Provided entries
* * *
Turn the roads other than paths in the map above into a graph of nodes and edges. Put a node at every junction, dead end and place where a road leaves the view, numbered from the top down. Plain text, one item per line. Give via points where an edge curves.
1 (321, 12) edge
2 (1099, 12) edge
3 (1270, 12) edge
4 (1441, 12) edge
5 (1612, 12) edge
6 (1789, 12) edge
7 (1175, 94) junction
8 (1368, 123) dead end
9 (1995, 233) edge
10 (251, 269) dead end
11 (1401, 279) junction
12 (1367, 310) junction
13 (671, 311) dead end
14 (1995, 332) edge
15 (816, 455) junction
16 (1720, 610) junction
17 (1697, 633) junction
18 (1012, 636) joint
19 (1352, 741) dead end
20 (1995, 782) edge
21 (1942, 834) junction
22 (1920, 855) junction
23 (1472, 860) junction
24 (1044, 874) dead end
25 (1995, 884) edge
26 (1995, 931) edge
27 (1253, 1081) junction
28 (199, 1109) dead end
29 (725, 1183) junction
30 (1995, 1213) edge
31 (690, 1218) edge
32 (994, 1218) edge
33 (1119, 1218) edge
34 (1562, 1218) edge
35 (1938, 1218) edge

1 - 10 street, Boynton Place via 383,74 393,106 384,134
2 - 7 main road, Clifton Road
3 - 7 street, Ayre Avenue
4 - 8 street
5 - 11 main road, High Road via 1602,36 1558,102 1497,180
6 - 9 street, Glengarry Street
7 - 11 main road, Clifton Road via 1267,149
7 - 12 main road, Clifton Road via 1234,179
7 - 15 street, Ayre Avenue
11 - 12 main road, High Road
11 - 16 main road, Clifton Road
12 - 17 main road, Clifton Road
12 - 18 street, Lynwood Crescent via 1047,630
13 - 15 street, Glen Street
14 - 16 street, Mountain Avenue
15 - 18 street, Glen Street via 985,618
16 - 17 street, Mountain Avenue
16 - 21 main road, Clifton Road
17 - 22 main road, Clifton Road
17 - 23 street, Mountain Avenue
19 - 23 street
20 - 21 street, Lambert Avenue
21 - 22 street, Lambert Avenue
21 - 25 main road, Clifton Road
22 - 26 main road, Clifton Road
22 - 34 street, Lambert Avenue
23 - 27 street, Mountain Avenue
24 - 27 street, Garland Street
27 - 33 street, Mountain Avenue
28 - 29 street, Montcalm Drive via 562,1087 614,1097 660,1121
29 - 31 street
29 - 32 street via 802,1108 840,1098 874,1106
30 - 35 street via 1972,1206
* * *
Exercise directions
What lines of the data include the word "Lambert"? Copy each of them.

Task result
20 - 21 street, Lambert Avenue
21 - 22 street, Lambert Avenue
22 - 34 street, Lambert Avenue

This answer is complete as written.